What is the general/best way for solving the issue? Is my approach the correct one?
Best Answer
You can reasonably use both approaches. The majority of contemporary SQL databases (mySQL, PostgreSQL, Oracle, SQL Server) will recognize JSON as a data type, and will let you store it as such (that is: it is not just a string, but a string following a certain number of rules).
Things to consider to make your choice:
How the different parts of the data are accessed: If, whenever you need to check the main table, you also need to access the surrogate one (to get the remaining information, regardless of which one it might be), then it is a good idea to have all the information together. If most of the accesses to the main table don't need that remaining information, having it in several separate tables makes more sense.
Access permissions (privileges): If anyone having access to the main table doesn't need or shouldn't have access to the reamining information, then, it feels more natural (and is probably easier) to have it in two (or more) different tables, and deal with table permissions, instead of column permissions.

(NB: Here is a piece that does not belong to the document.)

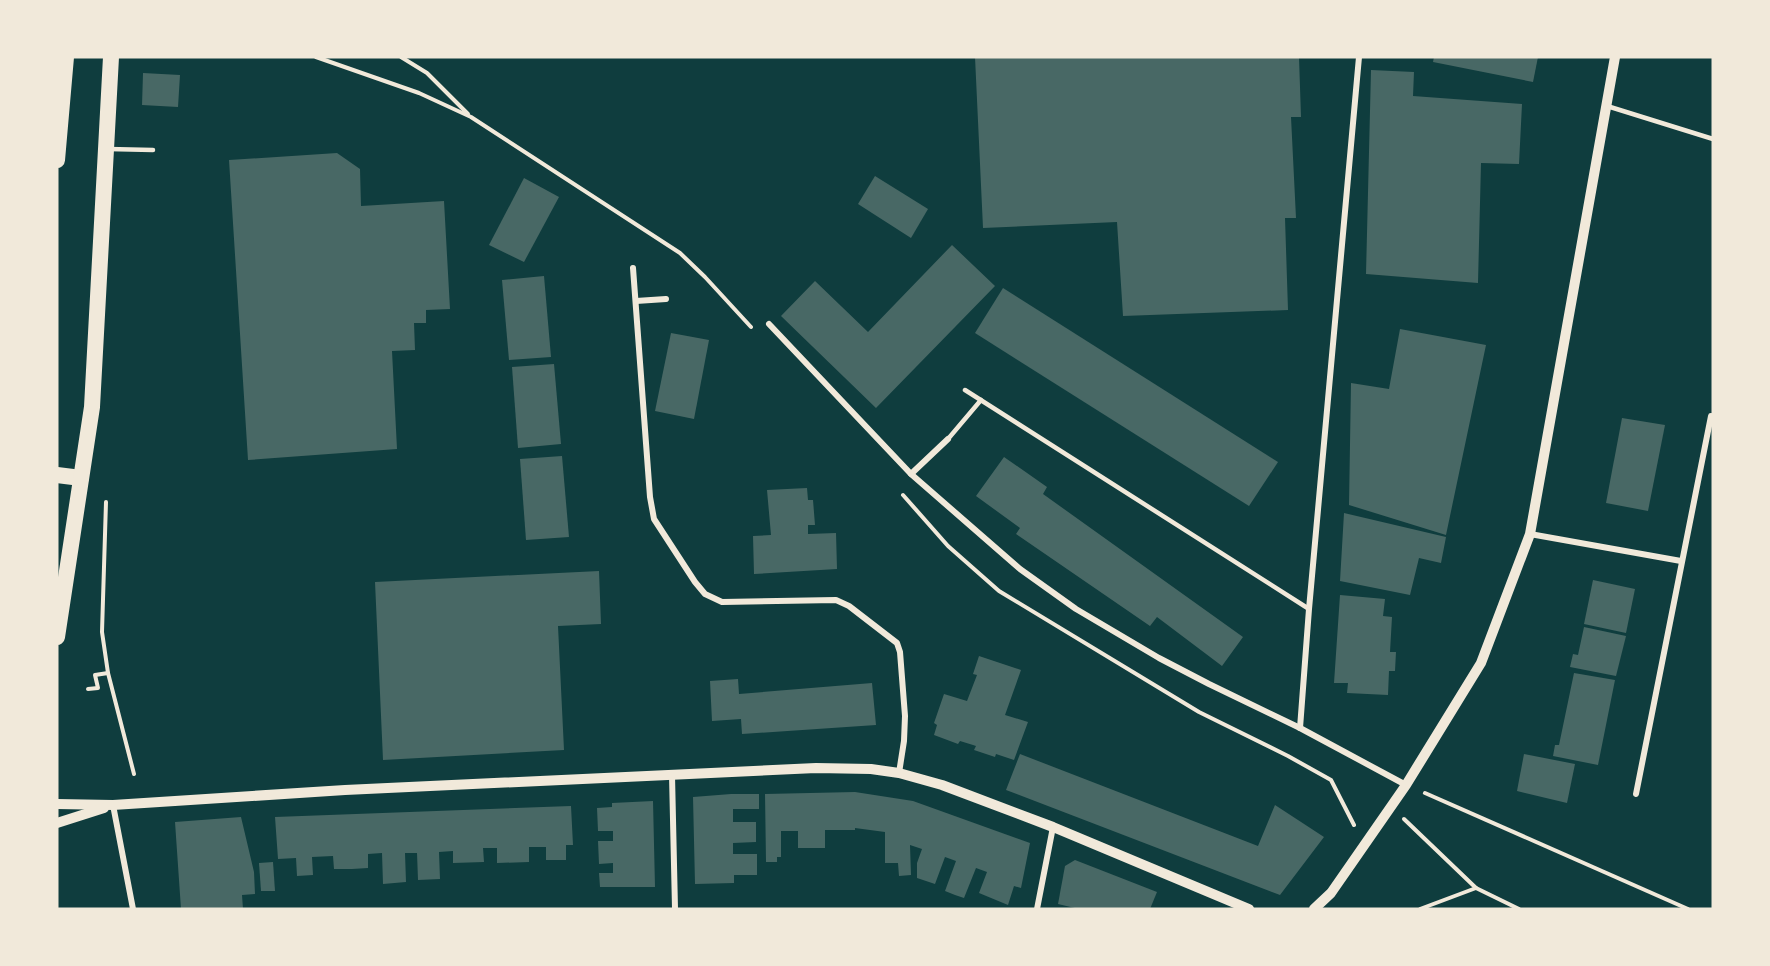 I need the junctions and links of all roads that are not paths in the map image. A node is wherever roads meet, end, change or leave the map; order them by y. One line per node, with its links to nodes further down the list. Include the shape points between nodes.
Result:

Programming language ease of handling the JSON data: You can access JSON data from JavaScript, Python, C#, Java, Ruby, PERL... and most (if not all) programming languages. But is not equally easy with all of them. So, consider if the programming language for your project handles JSON easily, or you prefer to get always atomic data (columns with ints, floats, texts, dates and times, ...) from database rows. If handling JSON is not straightforward, choose surrogate tables.
Modularity: if you plan to work with different modules (or classes, or ...) for different types of accounts, it may make sense that each module gets a
user_id
, and it takes care to check/update one tableextra_user_info_X
by itself (where X is the type of account). This approach would better match the modularity of the application design.If your database allows for inheritance (like PostgreSQL or Oracle), that might also be a pattern/paradigm that fits your needs, and a complement to using a multi-table approach.